Within this material, state how many lines include the string "Right". Reply with the number only.

------ Record set ------

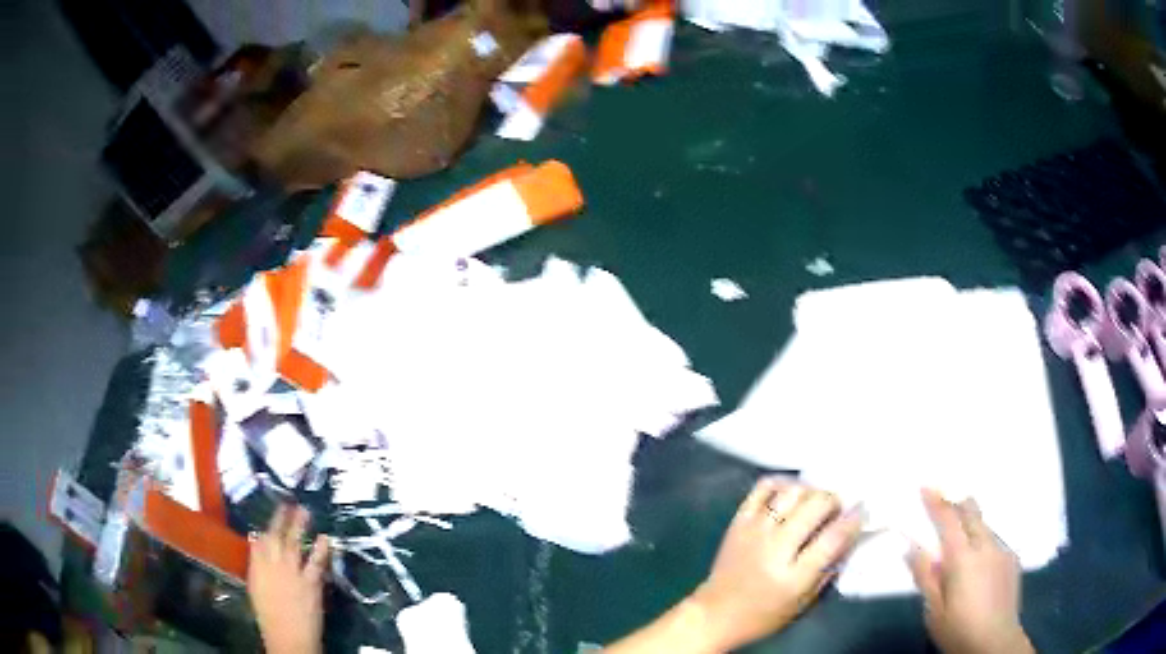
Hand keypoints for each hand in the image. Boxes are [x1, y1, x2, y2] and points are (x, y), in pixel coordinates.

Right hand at [248, 504, 329, 653]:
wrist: (288, 636)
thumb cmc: (269, 617)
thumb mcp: (256, 589)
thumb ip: (257, 566)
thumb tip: (256, 544)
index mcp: (256, 568)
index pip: (259, 541)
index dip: (266, 527)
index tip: (272, 514)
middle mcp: (272, 564)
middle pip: (276, 536)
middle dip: (281, 518)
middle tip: (288, 502)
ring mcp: (292, 572)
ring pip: (295, 543)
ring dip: (299, 525)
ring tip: (305, 510)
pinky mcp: (310, 582)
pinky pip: (316, 561)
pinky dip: (322, 549)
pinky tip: (326, 537)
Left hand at [690, 478, 862, 650]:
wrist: (716, 614)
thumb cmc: (764, 615)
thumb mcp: (804, 602)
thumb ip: (829, 569)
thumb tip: (850, 534)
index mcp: (793, 576)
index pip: (832, 538)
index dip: (852, 521)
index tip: (861, 512)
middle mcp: (774, 549)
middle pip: (815, 506)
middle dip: (834, 501)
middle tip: (837, 509)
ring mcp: (755, 531)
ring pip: (792, 492)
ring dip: (811, 491)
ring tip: (815, 502)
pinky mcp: (739, 521)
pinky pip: (763, 488)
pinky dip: (782, 483)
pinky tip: (792, 492)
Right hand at [907, 489, 1033, 653]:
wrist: (995, 641)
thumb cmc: (958, 629)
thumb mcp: (934, 610)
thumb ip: (925, 577)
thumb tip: (912, 547)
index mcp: (962, 559)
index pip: (948, 521)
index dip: (937, 502)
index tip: (926, 486)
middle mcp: (985, 547)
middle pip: (972, 514)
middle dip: (958, 502)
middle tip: (947, 495)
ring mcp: (1002, 552)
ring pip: (985, 527)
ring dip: (972, 523)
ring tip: (963, 531)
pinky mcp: (1012, 561)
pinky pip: (995, 542)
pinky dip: (984, 541)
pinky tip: (981, 558)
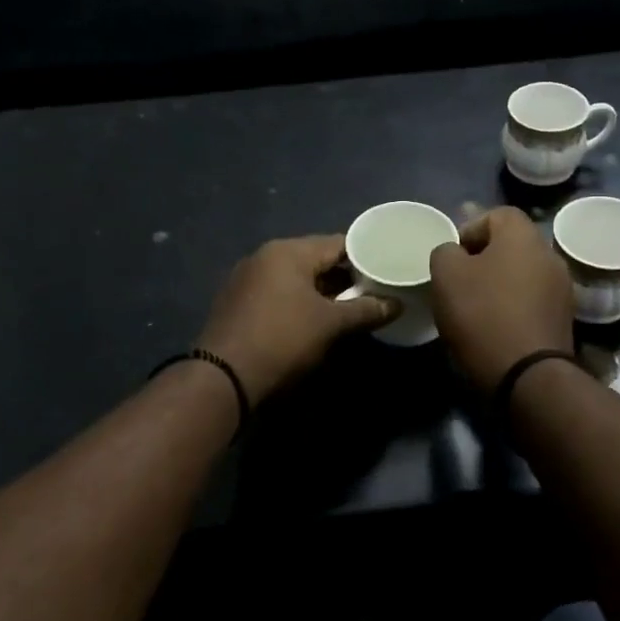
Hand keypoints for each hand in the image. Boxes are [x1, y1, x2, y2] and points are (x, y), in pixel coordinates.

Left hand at [197, 235, 397, 403]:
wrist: (223, 377)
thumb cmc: (283, 340)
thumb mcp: (331, 325)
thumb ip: (366, 310)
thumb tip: (396, 304)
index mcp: (288, 251)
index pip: (338, 243)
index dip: (365, 257)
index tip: (386, 272)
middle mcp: (265, 256)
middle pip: (315, 259)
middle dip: (344, 277)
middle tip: (372, 293)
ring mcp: (247, 278)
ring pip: (295, 277)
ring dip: (321, 291)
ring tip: (348, 309)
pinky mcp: (237, 301)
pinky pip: (277, 292)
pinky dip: (298, 301)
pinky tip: (312, 321)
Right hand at [429, 207, 575, 392]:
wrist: (528, 376)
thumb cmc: (483, 314)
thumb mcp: (446, 275)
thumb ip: (446, 251)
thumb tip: (456, 253)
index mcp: (523, 236)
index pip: (498, 214)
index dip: (471, 228)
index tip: (454, 256)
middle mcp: (549, 255)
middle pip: (512, 245)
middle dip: (484, 259)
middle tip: (460, 281)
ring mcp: (561, 289)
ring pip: (522, 273)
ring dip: (500, 284)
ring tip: (475, 308)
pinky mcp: (563, 319)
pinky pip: (532, 300)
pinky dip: (513, 306)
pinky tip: (495, 327)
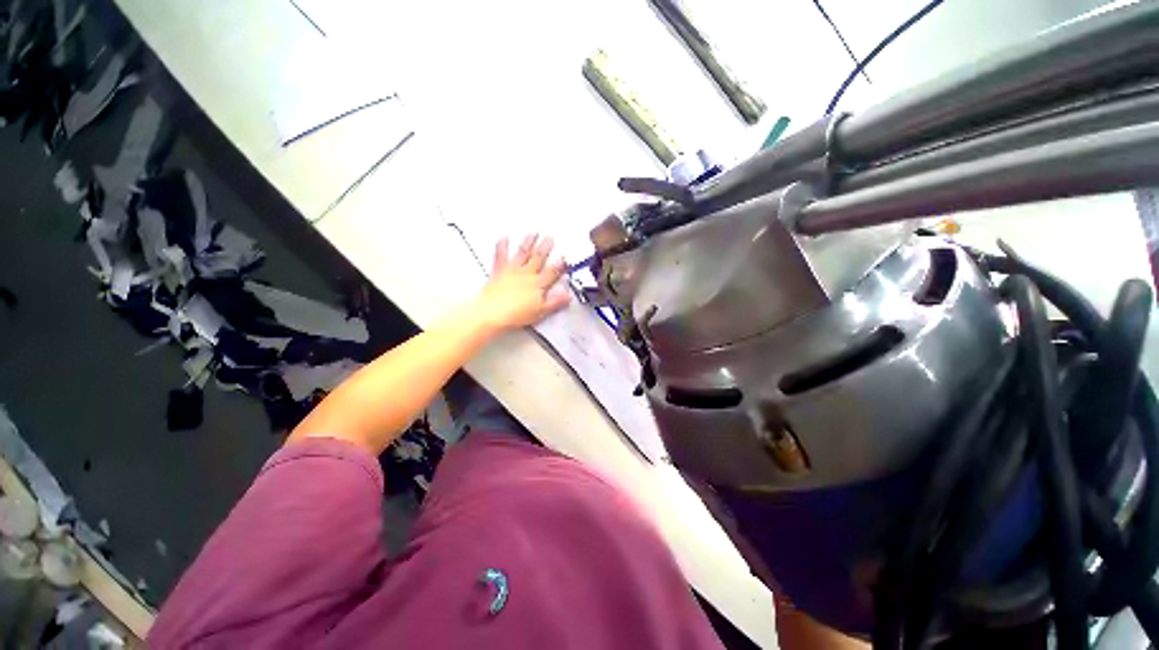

------

*Result for this task:* 3